• _Required work_
Output each entry verbatim. Leave the images out.
Top of Data provided
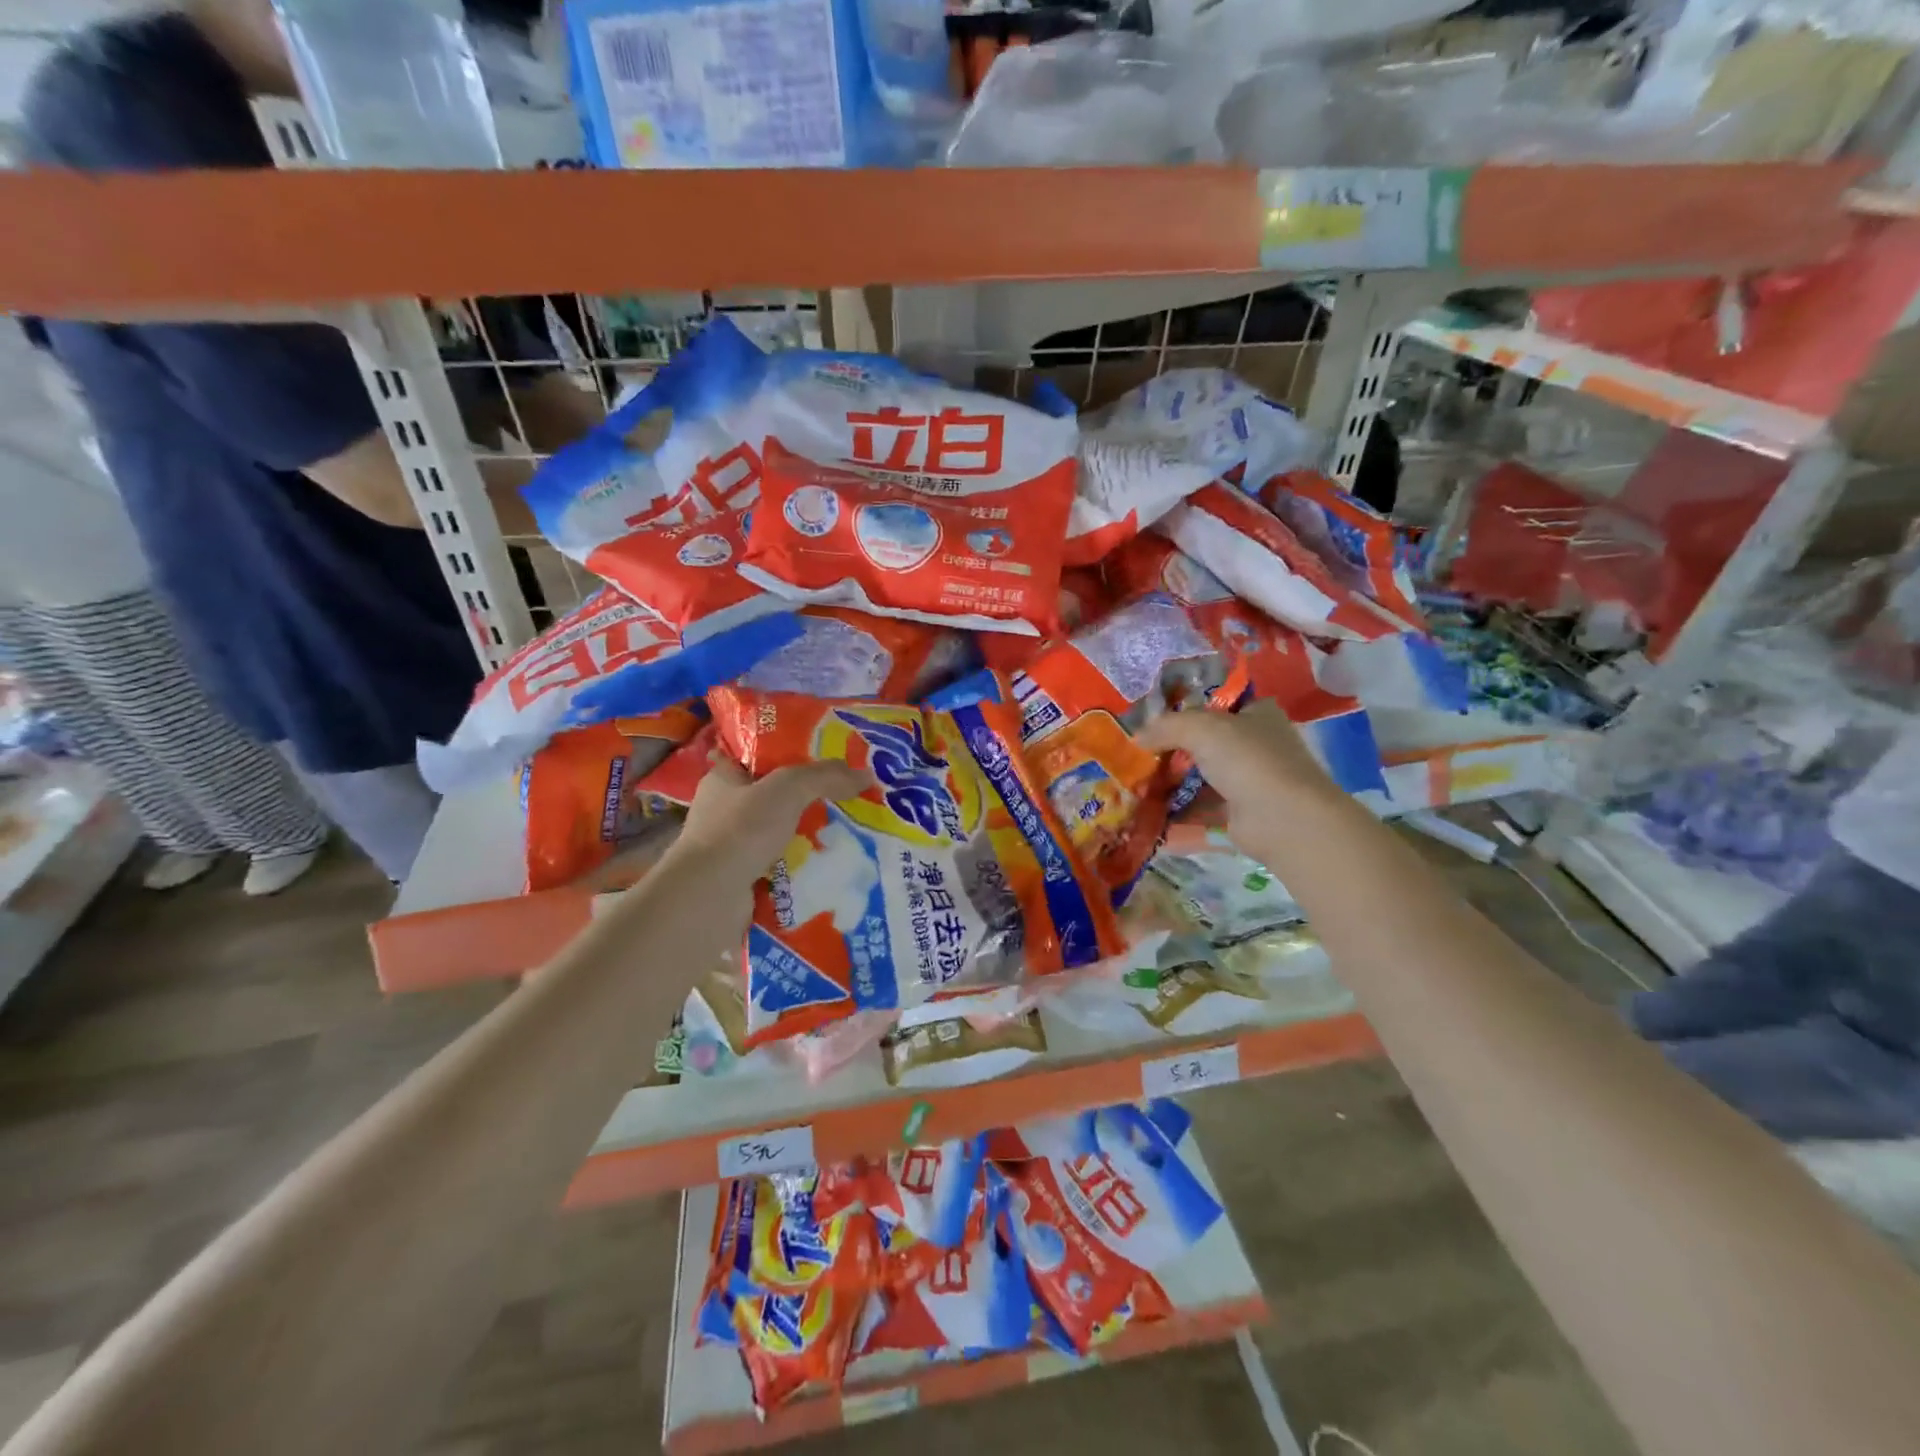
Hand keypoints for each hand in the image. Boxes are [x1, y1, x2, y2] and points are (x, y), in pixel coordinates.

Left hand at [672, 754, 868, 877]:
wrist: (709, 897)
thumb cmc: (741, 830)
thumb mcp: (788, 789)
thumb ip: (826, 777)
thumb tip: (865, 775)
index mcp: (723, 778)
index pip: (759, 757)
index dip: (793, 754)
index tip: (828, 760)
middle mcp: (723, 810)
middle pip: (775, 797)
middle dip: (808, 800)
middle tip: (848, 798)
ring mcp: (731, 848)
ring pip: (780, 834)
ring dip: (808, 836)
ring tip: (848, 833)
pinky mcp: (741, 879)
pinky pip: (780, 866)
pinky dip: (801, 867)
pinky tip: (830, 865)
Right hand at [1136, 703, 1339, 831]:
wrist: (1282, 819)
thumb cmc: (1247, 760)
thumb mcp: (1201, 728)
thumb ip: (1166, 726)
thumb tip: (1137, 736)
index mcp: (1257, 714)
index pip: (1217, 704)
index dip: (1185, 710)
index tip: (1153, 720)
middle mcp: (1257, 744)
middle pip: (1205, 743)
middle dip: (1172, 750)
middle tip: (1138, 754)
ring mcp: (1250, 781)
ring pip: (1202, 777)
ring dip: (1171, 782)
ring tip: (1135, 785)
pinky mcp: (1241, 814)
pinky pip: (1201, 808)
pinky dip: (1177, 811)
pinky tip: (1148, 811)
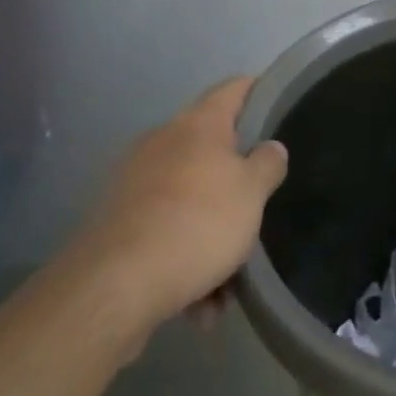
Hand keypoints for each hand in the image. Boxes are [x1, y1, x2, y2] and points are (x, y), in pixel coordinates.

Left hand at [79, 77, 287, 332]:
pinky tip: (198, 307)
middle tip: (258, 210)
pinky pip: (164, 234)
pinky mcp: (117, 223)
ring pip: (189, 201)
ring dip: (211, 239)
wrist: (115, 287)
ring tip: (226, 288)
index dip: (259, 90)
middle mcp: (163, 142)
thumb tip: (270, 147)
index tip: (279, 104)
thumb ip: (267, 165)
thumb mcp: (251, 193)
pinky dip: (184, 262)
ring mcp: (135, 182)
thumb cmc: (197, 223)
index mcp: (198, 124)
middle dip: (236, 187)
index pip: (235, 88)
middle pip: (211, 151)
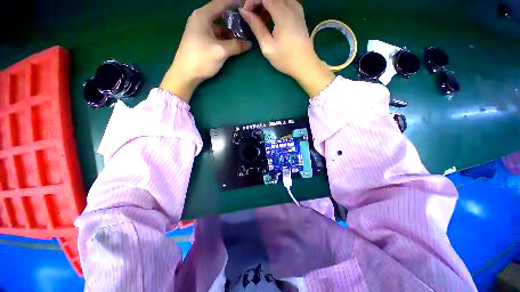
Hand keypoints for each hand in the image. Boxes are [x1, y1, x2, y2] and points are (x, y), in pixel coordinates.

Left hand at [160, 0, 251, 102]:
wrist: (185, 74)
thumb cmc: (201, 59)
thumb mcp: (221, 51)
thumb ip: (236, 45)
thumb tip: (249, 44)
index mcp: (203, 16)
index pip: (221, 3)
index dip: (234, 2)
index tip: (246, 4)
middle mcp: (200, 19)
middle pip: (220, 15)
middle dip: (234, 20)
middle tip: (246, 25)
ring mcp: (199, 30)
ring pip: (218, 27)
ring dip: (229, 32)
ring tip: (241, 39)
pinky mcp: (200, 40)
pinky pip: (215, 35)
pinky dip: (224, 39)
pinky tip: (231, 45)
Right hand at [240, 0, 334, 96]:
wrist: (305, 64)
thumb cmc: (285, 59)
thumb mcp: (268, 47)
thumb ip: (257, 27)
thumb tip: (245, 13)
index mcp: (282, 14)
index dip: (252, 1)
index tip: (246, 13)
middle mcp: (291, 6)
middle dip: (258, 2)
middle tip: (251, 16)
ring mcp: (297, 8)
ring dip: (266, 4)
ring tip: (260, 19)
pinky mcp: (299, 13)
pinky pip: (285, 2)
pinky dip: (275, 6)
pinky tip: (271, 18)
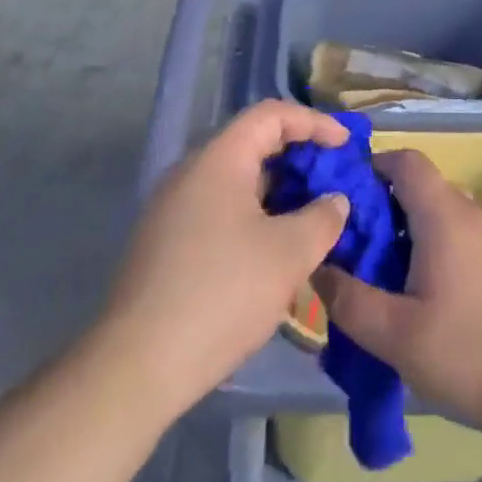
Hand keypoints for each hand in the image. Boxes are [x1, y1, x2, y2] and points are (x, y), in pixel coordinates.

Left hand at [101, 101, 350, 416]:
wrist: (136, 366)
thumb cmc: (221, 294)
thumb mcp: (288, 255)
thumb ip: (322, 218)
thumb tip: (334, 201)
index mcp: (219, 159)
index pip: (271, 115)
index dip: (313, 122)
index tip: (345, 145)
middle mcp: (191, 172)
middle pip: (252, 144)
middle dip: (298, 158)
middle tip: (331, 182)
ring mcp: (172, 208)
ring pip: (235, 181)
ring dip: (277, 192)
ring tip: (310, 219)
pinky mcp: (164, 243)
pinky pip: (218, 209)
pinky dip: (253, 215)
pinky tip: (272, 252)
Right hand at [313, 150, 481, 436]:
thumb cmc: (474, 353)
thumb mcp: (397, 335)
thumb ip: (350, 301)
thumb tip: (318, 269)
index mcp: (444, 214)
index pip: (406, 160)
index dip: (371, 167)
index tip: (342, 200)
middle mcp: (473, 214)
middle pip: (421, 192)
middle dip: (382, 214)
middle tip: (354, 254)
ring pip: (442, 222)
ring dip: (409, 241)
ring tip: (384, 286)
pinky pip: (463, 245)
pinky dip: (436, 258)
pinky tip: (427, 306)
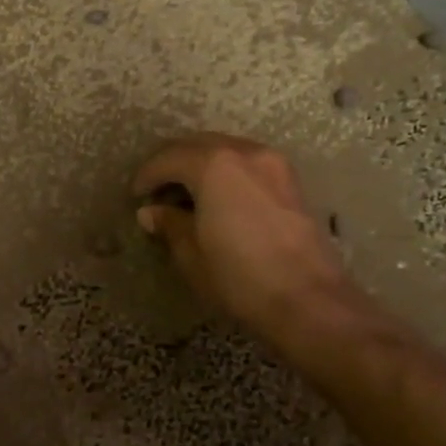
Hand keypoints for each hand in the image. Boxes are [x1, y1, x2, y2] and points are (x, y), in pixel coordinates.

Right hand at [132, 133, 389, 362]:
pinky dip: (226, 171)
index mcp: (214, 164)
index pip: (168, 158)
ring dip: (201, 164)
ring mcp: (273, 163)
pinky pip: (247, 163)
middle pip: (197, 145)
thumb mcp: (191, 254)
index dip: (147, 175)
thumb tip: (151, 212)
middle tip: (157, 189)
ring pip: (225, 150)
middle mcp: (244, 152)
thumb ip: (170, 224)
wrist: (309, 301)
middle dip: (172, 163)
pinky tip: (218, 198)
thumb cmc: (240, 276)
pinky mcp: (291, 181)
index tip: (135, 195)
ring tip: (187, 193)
Bottom of Data provided
• _Answer box_
Hand keypoints for each hand in the image. Boxes are [x1, y1, x2, y2] and points are (x, y), in pixel coordinates.

Left hand at [672, 754, 868, 877]:
wrist: (709, 897)
thumb cmc: (741, 830)
thumb mcp: (788, 789)
thumb ip: (826, 777)
thumb tip: (865, 775)
index mcp: (723, 778)
index pip: (759, 757)
index dip: (793, 754)
index tip: (828, 760)
middle mcp: (723, 810)
middle pip: (775, 797)
middle dip: (808, 800)
middle tip: (848, 798)
ring mcp: (731, 848)
ring pip: (780, 834)
ring dip: (808, 836)
ring tip: (848, 833)
pinky mcp: (741, 879)
pinky pip: (780, 866)
pinky dip: (801, 867)
pinky tip: (830, 865)
Right hand at [1136, 703, 1339, 831]:
wrist: (1282, 819)
thumb cmc: (1247, 760)
thumb mcp: (1201, 728)
thumb ip: (1166, 726)
thumb tip: (1137, 736)
index mcp: (1257, 714)
index pip: (1217, 704)
index dip: (1185, 710)
index tip: (1153, 720)
middle mcp: (1257, 744)
middle pip: (1205, 743)
middle dip: (1172, 750)
middle tip: (1138, 754)
ring mcp: (1250, 781)
ring pip: (1202, 777)
ring dip: (1171, 782)
ring tip: (1135, 785)
pinky mcp: (1241, 814)
pinky pip: (1201, 808)
pinky dip: (1177, 811)
pinky tip: (1148, 811)
Hand keypoints for each hand in the image. Boxes are [x1, y1, x2, y2] and points are (x, y), in pixel coordinates.

Left hand at [79, 77, 287, 332]:
pinky tip: (198, 307)
middle tip: (258, 210)
pinky pip: (164, 234)
pinky mcp: (117, 223)
ring pip: (189, 201)
ring dip: (211, 239)
wrist: (115, 287)
ring tip: (226, 288)
index dip: (259, 90)
middle mcp: (163, 142)
thumb tip: (270, 147)
index tip: (279, 104)
thumb ip: (267, 165)
thumb mcp: (251, 193)
pinky dip: (184, 262)
ring mcp: (135, 182)
thumb cmc: (197, 223)
index mcp: (198, 124)
middle dip: (236, 187)
index pip: (235, 88)
middle pip: (211, 151)
Hand keypoints for each hand in the image. Boxes are [x1, y1, x2, y2] and points are (x, y), in pixel coordinates.

Left hand at [160, 0, 251, 102]:
wrist: (185, 74)
thumb cmc: (201, 59)
thumb mcp: (221, 51)
thumb ip: (236, 45)
thumb tip: (249, 44)
index mcp: (203, 16)
index pip: (221, 3)
index dip: (234, 2)
index tip: (246, 4)
middle mcp: (200, 19)
middle pip: (220, 15)
middle dip: (234, 20)
middle tip: (246, 25)
ring mcp: (199, 30)
ring pip: (218, 27)
ring dip: (229, 32)
ring tip: (241, 39)
pinky mcp: (200, 40)
pinky pip: (215, 35)
pinky dip: (224, 39)
pinky tip: (231, 45)
Right hand at [240, 0, 334, 96]:
wrist: (305, 64)
thumb cmc: (285, 59)
thumb mcp: (268, 47)
thumb ip: (257, 27)
thumb tip: (245, 13)
index mcp: (282, 14)
index dip: (252, 1)
index tip: (246, 13)
middle mcp: (291, 6)
middle dip: (258, 2)
middle tip: (251, 16)
ring mcp: (297, 8)
ring dip: (266, 4)
ring tip: (260, 19)
pinky mcp: (299, 13)
pinky pip: (285, 2)
pinky dip: (275, 6)
pinky tip: (271, 18)
Hand keypoints for each hand in the image. Boxes are [x1, y1, x2, y2] and points are (x, y), in pixel coordinates.

Left hand at [101, 101, 350, 416]:
wrist: (136, 366)
thumb cmc: (221, 294)
thumb mcp: (288, 255)
thumb ip: (322, 218)
thumb tip: (334, 201)
index mcp: (219, 159)
index pip: (271, 115)
index dip: (313, 122)
index tip: (345, 145)
middle mcp: (191, 172)
middle pip: (252, 144)
middle dip: (298, 158)
middle tip: (331, 182)
ring mcp: (172, 208)
ring pip: (235, 181)
ring dip: (277, 192)
ring tip: (310, 219)
pinky mcp: (164, 243)
pinky pip: (218, 209)
pinky dip: (253, 215)
pinky tip: (272, 252)
Right hand at [313, 150, 481, 436]:
thumb cmc: (474, 353)
thumb mcp: (397, 335)
thumb ip: (350, 301)
thumb tip: (318, 269)
index mcp: (444, 214)
index pip: (406, 160)
index dip: (371, 167)
index tip: (342, 200)
middle mcp: (473, 214)
middle pip: (421, 192)
middle dip: (382, 214)
middle tip: (354, 254)
ring pip: (442, 222)
ring dip: (409, 241)
ring tip: (384, 286)
pinky pip: (463, 245)
pinky dip: (436, 258)
pinky tip: (427, 306)
Hand keypoints for each hand in the image. Boxes are [x1, y1, x2, y2] and points are (x, y), in pixel coordinates.

Right hand at [132, 133, 389, 362]:
pinky dip: (226, 171)
index mcp: (214, 164)
index pip: (168, 158)
ring dip: (201, 164)
ring mcp: (273, 163)
pinky pip: (247, 163)
middle pip: (197, 145)
thumb mcp: (191, 254)
index dip: (147, 175)
thumb tip: (151, 212)
middle tip: (157, 189)
ring pip: (225, 150)
middle mcp: (244, 152)
thumb ip: (170, 224)
wrist: (309, 301)
middle dip: (172, 163)
pinky tip: (218, 198)
thumb cmc: (240, 276)
pinky mcp: (291, 181)
index tip: (135, 195)
ring tip: (187, 193)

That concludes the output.